Reports on biofilm formation by Candida are available in literature [38] and it is known that there is a direct relationship between the ability to produce biofilm and its pathogenicity [39]. However, studies on biofilm formation on Candida isolates from type 2 diabetic patients are scanty. The present study showed that 58.33% NCAC species were capable of producing biofilm, whereas only 30% of C. albicans was capable of the same. Study conducted by Meurman et al. [19] on ICU patients also reported similar finding. Biofilm formation was found to be higher in isolates from diabetic group than the control group ().

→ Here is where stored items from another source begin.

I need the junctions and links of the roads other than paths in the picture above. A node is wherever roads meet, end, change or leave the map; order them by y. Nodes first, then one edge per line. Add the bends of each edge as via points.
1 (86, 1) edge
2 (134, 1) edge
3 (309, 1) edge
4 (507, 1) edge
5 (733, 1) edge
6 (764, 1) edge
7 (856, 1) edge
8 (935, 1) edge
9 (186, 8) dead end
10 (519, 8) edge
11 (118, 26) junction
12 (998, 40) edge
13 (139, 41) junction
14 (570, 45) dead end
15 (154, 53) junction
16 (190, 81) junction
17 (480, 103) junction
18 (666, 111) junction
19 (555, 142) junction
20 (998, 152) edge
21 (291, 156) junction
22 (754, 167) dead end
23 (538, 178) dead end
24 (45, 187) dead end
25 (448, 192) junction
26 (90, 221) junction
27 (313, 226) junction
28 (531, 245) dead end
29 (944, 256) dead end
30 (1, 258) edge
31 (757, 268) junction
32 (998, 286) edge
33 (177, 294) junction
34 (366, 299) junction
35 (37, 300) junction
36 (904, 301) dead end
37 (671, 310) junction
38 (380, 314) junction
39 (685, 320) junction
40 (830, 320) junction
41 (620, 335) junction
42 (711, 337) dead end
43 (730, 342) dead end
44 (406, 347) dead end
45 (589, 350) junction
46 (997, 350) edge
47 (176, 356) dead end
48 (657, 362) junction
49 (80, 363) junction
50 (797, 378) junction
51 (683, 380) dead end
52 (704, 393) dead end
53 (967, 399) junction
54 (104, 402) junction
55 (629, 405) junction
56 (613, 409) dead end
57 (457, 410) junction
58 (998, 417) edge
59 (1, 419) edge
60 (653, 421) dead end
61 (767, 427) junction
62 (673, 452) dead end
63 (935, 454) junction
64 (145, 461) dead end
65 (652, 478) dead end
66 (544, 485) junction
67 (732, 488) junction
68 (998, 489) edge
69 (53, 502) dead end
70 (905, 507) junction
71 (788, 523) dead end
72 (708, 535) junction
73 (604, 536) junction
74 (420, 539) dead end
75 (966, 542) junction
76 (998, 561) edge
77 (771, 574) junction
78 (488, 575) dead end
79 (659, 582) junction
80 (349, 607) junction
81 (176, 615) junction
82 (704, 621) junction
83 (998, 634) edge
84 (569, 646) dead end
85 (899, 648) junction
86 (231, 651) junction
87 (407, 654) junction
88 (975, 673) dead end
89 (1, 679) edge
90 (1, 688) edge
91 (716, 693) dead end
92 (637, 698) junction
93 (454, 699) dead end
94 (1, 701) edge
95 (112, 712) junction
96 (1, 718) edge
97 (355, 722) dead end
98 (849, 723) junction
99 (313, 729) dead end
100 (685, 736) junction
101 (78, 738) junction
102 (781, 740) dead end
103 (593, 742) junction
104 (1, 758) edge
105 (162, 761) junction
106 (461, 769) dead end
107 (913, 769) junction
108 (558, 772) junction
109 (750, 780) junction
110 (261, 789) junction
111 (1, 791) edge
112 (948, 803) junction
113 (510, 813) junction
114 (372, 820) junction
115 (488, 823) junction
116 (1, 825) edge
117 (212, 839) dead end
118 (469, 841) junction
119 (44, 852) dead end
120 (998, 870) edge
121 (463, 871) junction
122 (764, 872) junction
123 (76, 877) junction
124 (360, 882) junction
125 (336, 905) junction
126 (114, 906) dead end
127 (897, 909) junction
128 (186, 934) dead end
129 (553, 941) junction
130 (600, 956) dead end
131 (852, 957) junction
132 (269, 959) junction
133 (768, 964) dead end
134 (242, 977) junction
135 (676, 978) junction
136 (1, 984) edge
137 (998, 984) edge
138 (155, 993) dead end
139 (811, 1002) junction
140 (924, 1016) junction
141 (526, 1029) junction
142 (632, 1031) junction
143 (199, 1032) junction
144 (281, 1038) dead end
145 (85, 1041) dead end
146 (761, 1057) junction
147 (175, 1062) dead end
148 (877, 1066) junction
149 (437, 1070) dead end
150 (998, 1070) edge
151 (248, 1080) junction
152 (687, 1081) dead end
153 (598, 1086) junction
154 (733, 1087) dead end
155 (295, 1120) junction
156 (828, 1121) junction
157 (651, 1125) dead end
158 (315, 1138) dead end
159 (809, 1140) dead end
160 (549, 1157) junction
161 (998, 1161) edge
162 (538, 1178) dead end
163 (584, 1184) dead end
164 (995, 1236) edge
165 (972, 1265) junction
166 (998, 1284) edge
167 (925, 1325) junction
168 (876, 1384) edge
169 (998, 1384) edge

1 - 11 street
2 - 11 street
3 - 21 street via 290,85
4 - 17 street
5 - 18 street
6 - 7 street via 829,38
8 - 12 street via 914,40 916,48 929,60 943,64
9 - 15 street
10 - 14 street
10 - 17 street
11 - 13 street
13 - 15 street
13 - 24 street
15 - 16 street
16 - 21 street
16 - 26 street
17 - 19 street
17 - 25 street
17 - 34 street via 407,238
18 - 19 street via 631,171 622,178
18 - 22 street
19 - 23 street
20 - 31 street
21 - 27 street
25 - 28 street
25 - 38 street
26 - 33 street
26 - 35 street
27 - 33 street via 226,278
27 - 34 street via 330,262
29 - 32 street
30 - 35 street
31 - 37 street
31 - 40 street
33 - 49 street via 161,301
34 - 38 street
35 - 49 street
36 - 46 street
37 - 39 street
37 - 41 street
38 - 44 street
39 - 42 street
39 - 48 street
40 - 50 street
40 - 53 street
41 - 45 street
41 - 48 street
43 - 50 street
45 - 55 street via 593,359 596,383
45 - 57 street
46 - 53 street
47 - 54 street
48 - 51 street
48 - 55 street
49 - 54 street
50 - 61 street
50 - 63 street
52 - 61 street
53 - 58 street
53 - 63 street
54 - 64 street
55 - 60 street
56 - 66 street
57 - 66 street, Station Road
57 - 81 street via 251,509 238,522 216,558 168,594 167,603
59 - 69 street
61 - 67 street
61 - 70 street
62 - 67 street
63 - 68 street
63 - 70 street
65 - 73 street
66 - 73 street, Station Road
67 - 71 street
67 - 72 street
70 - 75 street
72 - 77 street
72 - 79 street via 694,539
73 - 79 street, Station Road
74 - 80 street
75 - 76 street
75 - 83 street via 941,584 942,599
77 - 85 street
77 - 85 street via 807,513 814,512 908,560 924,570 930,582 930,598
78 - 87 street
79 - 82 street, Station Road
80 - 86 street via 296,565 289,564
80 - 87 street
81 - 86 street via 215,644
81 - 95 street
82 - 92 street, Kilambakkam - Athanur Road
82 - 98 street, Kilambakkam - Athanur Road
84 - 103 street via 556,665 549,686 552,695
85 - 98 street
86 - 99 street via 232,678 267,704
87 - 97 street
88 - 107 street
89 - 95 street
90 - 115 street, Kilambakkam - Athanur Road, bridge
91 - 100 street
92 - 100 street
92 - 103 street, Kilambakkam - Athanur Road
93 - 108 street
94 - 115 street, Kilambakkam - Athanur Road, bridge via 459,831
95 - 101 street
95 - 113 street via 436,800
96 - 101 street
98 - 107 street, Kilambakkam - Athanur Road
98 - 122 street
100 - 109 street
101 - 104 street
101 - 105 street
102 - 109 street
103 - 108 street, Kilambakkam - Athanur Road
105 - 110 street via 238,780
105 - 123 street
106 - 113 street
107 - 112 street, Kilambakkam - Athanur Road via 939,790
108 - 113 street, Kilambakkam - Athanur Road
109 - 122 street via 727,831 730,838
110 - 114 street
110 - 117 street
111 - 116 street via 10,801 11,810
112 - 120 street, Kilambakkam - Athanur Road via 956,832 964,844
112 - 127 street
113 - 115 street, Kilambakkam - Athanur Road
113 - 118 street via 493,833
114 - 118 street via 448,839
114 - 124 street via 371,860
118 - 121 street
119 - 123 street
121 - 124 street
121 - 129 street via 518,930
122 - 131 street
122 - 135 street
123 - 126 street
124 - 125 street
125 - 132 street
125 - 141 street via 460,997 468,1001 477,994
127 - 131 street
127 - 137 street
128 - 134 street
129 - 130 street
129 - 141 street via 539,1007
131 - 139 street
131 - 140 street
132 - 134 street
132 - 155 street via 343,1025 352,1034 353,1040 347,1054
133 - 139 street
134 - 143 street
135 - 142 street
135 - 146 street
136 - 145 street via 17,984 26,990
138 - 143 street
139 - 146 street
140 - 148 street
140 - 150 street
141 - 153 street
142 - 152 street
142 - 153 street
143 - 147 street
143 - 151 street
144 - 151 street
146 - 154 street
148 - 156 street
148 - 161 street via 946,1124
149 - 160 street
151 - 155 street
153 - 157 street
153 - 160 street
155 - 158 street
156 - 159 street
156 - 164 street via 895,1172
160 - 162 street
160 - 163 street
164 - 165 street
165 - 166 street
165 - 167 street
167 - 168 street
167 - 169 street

Increased expression of these virulence factors in Candida isolated from diabetic group may be attributed to the process strain selection. This phenomenon has been reported as a reason for increased proteinase secretion in isolates from HIV seropositive individuals [40]. Due to strain selection original commensal strains get replaced by Candida populations that have more ability to cause disease. These strains can cause overt infection depending on the degree of immunosuppression of the patient.

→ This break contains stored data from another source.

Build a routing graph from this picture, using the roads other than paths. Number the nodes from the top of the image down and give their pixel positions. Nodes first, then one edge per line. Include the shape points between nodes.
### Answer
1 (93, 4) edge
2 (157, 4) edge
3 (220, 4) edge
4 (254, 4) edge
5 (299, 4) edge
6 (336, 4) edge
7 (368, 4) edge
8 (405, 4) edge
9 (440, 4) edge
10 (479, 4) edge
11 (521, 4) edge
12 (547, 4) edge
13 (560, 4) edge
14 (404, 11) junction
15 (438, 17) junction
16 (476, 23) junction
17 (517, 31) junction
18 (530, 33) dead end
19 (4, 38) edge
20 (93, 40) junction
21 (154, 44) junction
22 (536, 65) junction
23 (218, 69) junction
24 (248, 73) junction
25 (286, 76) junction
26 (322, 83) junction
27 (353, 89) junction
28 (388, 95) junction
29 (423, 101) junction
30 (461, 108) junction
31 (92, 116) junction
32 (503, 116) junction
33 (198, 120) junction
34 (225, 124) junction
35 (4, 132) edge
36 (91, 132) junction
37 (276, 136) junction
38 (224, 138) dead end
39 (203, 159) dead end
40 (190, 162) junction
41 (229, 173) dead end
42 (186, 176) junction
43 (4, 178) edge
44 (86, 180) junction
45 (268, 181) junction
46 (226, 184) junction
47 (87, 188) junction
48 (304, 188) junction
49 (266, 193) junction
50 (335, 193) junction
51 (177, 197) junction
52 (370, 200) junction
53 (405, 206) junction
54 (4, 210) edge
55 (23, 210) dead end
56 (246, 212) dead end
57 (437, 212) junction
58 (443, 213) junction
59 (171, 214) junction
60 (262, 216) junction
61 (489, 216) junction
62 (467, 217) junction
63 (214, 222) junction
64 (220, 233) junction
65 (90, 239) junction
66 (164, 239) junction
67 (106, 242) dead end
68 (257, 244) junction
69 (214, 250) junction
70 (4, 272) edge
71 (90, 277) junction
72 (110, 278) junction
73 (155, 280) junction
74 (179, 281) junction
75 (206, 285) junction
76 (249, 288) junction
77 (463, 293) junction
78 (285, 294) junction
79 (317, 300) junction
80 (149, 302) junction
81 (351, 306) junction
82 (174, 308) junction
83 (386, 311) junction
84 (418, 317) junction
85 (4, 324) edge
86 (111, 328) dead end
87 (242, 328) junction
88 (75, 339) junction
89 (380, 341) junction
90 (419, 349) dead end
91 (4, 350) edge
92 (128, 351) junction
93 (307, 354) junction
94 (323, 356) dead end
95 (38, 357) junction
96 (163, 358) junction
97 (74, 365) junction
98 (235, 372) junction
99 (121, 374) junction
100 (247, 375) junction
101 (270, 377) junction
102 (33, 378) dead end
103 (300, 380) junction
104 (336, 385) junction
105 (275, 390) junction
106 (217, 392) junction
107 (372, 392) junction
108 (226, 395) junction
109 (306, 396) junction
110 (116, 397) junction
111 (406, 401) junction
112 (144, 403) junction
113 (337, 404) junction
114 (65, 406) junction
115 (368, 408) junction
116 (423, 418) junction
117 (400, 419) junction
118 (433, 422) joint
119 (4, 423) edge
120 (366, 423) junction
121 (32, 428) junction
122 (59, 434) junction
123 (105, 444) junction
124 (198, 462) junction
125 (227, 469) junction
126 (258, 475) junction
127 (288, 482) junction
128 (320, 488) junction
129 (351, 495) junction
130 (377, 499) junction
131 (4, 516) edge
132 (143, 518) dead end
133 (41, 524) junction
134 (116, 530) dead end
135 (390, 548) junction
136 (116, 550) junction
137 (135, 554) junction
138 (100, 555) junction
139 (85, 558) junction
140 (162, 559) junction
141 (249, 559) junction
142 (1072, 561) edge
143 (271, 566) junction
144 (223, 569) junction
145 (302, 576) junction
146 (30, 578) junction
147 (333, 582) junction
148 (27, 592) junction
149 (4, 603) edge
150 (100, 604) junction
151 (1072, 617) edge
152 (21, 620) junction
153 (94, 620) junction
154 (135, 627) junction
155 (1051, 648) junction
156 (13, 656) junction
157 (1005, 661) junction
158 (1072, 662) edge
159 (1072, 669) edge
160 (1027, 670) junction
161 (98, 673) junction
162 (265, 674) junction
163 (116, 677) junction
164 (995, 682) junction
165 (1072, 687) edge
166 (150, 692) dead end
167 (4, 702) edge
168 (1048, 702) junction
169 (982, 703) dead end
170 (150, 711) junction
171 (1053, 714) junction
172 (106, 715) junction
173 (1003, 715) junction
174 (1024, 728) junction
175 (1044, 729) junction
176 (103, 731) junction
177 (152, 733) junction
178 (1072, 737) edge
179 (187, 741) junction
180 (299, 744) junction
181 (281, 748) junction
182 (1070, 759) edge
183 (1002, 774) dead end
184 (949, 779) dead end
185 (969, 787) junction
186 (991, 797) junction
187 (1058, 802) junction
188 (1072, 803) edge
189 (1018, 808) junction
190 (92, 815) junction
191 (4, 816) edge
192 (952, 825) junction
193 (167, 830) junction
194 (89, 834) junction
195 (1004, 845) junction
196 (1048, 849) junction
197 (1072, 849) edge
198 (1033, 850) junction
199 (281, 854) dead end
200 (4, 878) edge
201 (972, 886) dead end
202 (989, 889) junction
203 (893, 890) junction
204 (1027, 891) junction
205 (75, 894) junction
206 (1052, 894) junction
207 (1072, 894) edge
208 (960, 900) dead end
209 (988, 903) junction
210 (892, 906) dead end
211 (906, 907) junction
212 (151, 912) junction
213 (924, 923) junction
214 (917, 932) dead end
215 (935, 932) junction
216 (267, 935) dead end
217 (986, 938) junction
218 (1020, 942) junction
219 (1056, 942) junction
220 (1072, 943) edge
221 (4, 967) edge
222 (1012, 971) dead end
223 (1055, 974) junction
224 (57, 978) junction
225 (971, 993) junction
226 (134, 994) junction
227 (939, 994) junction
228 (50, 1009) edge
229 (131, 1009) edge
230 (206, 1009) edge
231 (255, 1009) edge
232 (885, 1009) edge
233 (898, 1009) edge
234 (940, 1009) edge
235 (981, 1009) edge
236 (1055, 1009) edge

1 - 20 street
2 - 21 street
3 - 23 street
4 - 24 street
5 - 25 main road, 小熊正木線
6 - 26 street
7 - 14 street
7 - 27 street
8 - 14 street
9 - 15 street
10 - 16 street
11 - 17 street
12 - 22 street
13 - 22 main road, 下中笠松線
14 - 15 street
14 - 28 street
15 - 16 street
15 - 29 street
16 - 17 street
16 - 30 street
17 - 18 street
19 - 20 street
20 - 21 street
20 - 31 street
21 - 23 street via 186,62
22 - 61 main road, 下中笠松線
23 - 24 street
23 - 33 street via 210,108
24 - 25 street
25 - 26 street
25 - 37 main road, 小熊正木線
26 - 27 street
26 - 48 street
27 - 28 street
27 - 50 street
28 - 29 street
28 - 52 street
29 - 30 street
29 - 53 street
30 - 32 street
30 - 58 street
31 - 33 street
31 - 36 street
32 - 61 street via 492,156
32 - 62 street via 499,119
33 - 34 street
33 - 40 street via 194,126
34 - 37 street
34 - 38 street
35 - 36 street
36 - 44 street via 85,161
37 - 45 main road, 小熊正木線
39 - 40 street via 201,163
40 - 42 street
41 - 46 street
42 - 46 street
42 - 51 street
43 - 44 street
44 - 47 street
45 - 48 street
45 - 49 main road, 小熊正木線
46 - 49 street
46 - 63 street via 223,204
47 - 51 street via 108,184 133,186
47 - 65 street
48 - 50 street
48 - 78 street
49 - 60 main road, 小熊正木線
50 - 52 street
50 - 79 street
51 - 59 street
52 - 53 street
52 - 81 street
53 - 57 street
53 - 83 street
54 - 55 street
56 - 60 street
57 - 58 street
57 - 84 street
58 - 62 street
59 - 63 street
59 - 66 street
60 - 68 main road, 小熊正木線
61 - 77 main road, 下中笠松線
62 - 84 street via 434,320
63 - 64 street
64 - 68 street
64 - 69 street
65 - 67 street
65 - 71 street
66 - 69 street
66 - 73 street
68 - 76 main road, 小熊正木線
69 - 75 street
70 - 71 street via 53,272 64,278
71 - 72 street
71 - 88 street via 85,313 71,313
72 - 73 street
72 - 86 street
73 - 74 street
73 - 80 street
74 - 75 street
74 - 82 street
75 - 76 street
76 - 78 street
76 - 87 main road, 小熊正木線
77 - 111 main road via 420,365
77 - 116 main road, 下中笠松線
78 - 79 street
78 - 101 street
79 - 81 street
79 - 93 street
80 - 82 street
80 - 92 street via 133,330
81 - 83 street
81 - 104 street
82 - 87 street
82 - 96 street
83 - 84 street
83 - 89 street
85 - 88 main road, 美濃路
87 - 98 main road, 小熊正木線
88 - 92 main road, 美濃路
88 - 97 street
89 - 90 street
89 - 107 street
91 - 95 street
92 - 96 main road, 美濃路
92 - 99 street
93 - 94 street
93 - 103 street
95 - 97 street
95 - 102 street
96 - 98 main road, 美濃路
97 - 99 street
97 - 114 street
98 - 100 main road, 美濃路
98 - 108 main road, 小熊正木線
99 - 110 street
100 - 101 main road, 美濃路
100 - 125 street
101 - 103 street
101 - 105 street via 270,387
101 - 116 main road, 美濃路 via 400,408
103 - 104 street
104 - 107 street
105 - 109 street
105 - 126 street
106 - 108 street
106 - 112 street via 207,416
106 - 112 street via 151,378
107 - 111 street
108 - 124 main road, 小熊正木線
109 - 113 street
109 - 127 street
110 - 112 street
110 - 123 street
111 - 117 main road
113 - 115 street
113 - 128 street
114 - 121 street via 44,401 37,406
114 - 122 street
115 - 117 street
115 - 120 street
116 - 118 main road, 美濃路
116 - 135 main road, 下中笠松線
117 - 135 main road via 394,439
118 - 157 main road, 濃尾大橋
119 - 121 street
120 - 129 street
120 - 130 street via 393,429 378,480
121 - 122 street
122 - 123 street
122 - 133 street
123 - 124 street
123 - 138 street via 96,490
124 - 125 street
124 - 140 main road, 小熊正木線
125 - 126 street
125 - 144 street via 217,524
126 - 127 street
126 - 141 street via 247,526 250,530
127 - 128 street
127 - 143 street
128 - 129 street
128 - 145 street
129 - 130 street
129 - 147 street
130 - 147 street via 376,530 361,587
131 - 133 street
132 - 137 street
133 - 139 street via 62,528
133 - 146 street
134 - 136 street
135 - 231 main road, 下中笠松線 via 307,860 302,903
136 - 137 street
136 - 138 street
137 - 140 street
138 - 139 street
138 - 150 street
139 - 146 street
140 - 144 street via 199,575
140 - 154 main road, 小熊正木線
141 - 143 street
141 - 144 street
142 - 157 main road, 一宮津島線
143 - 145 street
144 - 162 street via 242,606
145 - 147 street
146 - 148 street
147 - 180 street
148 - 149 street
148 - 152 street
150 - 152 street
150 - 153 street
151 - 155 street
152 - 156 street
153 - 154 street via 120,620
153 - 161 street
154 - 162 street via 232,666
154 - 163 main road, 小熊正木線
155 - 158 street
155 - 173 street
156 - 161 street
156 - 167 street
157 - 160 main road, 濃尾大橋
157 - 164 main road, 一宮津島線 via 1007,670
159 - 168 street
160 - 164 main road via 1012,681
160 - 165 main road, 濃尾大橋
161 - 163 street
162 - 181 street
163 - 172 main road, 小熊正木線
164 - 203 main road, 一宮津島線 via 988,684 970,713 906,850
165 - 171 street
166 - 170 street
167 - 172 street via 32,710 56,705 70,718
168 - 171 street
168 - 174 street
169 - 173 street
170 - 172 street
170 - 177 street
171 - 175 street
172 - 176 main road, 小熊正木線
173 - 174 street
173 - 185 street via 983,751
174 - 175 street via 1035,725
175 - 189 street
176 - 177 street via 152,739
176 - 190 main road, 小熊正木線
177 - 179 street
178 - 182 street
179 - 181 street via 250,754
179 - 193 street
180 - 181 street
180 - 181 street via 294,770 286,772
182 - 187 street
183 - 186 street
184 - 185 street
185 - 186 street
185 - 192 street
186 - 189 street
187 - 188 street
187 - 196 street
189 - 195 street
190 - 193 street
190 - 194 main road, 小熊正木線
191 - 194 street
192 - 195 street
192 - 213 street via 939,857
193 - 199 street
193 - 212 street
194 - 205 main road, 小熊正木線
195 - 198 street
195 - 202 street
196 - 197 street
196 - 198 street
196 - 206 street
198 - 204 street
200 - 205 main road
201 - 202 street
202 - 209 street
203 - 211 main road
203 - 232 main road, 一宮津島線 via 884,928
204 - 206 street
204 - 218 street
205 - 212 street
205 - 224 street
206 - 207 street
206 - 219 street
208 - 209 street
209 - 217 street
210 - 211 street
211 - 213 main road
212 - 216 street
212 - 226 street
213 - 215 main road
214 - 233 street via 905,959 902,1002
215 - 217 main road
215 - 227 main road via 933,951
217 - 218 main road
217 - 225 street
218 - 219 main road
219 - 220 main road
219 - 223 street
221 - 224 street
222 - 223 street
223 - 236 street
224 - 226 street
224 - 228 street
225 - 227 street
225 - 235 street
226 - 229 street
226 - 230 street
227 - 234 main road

Although it is a known fact that DM imposes an increased risk of oral candidiasis and that all C. albicans isolated from both the study groups in present study produced both proteinase and phospholipase enzymes, which is considered to be an important factor for the development of candidiasis, none of the subjects had clinical symptoms of oral candidiasis. The mechanism that limited proliferation in these cases cannot be explained by any single factor. One reason for this may be due to the fact that these patients were on appropriate therapeutic regimen and were on regular follow-up, which might have protected them from overt infection. Many other causes for the nondevelopment of overt infection by Candida species include blood group secretor status, salivary flow rates, antimicrobial constituents of saliva, lysozyme and lactoferrin release, β-defensins, presence of normal bacterial flora, and local immune system [41]. Secretory immunoglobulin A (Ig A) and free secretory component (SC) in saliva also help in inhibiting the epithelial cell adhesion by Candida species [8]. Mucosal epithelium is considered as the first line of defence against invading pathogens [42]. Advanced research in immunology brought forth the active role played by epithelial cells in triggering immune response. It was reported that, upon recognition of the invading Candida species, epithelial cells secrete various antimicrobial peptides for the clearance or control of fungal infection directly. In addition to this, other immunological factors such as phagocytic cells, polymorphonuclear neutrophils, macrophages and dendritic cells, and several blood soluble factors like complement and antibody, also play an important role in the contribution of mucosal immunity to Candida infections [42].

To conclude, though C. albicans was the predominant species in the oral cavities of diabetic patients, the NCAC species seemed to be gaining significance, as some of these subjects also harboured fluconazole resistant species. Majority of these NCAC species were capable of producing biofilm. Also, secretion of hydrolytic enzymes and formation of biofilm were higher in Candida isolates from DM group than the control group. This is an alarming observation due to the fact that colonisation is an important fore-runner to the development of oral candidiasis eventually. The study highlights the importance of periodic monitoring of the spectrum of Candida species, especially NCAC species, in diabetic patients, their resistance patterns to frequently used antifungal agents, and their virulence attributes, as this will be of immense value in reducing the complications in this high-risk patient populations and also for the institution of appropriate control measures and treatment strategies.

Conflict of Interests

The authors declare that there is no conflict of interests regarding the publication of this paper.

Acknowledgments

The research group acknowledges, with thanks, the support rendered by Dr. Malini Capoor, Department of Microbiology, VMMC & Safdarjung Hospital, New Delhi, Dr. Purva Mathur, Department of Laboratory Medicine, JPN Apex Trauma Centre, AIIMS, New Delhi, and Dr. Ravinder Kaur, Department of Microbiology, Maulana Azad Medical College, New Delhi.